-- Opening Marker --

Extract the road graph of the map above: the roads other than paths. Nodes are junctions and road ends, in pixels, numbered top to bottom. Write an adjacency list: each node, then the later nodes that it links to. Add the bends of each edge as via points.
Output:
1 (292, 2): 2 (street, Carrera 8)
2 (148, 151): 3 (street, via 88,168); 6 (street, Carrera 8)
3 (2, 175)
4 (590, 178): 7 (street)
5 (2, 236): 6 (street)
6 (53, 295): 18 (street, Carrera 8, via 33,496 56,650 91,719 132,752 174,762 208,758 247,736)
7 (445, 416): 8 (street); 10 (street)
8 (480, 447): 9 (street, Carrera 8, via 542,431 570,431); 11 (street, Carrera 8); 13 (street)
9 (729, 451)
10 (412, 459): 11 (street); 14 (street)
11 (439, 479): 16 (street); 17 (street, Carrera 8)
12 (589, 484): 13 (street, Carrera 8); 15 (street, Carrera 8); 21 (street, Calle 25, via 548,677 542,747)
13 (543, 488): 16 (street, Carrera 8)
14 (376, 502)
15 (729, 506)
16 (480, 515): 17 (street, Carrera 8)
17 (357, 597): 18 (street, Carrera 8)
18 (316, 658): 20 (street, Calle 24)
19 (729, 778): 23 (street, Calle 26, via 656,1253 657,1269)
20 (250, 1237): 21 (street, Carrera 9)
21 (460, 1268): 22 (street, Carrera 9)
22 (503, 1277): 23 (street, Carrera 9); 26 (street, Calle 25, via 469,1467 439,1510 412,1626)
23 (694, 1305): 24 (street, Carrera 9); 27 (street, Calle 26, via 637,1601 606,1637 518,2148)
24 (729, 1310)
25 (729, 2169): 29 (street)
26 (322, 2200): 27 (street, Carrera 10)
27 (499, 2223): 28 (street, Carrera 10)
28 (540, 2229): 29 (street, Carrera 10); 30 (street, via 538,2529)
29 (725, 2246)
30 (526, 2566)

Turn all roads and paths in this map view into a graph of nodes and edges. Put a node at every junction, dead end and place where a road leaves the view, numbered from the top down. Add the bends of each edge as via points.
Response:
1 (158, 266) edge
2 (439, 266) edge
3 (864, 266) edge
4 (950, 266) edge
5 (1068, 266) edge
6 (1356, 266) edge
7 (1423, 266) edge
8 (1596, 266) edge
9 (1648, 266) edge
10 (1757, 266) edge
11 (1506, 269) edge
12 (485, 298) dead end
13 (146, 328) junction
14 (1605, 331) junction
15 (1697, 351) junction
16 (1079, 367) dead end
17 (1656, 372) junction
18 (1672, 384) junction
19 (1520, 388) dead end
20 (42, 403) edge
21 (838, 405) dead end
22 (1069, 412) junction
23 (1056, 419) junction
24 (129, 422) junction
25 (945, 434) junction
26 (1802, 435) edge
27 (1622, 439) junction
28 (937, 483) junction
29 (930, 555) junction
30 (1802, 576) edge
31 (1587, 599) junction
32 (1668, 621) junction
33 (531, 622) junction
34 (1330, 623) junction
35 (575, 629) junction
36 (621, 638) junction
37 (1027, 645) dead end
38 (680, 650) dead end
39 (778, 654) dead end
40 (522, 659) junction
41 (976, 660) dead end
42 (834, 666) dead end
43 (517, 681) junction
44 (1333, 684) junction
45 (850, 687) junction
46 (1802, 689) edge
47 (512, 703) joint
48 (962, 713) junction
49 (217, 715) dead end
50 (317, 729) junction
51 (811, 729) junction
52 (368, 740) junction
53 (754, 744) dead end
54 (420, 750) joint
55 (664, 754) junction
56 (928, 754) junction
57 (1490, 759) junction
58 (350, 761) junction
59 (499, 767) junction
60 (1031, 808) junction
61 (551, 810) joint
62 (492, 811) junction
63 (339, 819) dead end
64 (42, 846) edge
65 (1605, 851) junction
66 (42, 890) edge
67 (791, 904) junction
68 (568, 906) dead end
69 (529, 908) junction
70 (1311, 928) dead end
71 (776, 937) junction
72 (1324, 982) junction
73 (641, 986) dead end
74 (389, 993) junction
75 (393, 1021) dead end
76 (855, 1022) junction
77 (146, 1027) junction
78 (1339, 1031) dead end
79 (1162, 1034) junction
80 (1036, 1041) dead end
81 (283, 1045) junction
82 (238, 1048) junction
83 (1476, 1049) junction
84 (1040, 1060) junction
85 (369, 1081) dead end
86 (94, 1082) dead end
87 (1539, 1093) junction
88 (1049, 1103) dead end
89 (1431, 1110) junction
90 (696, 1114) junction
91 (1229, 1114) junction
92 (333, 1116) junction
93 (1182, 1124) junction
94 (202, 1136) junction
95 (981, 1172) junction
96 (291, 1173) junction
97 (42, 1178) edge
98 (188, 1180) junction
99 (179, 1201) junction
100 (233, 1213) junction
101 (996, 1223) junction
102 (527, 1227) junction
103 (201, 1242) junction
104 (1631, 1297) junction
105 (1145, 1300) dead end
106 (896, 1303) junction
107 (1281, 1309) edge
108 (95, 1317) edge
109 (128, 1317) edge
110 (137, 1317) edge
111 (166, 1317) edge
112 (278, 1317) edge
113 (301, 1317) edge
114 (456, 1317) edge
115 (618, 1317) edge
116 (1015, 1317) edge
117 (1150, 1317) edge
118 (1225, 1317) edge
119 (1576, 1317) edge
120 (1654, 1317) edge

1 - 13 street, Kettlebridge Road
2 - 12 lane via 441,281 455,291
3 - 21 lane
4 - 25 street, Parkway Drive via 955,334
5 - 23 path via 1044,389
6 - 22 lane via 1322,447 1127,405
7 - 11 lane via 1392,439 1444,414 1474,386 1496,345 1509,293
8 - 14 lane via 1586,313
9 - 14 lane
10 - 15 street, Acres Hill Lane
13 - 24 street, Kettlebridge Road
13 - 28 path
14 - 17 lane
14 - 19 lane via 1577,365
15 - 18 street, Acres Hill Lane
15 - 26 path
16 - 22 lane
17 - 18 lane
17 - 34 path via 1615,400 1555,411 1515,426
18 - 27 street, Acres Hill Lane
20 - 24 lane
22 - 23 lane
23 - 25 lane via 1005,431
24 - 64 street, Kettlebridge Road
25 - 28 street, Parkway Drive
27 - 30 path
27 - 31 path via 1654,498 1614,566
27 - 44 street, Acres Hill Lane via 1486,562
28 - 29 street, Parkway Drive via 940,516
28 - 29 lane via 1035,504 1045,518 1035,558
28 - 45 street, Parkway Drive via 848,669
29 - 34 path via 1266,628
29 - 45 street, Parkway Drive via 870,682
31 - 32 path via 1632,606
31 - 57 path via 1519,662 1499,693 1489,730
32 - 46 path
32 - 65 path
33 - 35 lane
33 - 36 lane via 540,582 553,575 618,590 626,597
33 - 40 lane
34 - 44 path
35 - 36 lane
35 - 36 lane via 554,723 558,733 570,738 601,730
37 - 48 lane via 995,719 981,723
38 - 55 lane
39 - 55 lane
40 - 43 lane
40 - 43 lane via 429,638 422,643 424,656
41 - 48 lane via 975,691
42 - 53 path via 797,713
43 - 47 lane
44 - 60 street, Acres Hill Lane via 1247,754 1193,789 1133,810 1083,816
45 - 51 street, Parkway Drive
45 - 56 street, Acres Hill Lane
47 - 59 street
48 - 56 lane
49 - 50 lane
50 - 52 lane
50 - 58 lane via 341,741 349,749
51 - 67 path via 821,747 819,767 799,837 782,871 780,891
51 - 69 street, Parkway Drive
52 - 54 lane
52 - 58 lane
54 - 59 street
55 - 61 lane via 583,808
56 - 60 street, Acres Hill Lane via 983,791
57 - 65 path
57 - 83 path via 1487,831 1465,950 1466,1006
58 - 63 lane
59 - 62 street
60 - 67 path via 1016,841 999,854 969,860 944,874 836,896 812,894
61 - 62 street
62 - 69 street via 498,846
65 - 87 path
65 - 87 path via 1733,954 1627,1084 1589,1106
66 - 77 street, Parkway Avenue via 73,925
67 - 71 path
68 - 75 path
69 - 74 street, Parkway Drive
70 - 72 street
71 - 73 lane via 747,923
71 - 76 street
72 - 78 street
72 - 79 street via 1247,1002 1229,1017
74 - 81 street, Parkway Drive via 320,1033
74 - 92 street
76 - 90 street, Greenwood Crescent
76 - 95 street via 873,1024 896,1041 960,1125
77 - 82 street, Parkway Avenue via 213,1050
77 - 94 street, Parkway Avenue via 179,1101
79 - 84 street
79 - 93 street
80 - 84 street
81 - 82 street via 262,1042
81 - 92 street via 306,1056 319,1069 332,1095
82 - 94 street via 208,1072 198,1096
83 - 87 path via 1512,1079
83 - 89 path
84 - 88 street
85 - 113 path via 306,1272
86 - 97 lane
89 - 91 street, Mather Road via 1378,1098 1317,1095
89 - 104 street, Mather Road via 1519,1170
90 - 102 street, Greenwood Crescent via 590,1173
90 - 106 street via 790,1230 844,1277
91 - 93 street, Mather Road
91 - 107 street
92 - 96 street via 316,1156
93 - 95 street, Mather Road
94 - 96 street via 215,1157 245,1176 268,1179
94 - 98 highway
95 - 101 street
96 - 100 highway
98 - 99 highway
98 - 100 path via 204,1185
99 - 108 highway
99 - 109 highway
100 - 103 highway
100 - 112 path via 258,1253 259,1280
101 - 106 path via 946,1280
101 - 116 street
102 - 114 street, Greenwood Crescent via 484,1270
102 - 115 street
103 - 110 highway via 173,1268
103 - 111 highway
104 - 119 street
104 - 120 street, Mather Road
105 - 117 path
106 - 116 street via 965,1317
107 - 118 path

-- Closing Marker --

• The problem
Look for the string "Mather" in the records, and copy every line where it is found.

• Expected output
89 - 91 street, Mather Road via 1378,1098 1317,1095
89 - 104 street, Mather Road via 1519,1170
91 - 93 street, Mather Road
93 - 95 street, Mather Road
104 - 120 street, Mather Road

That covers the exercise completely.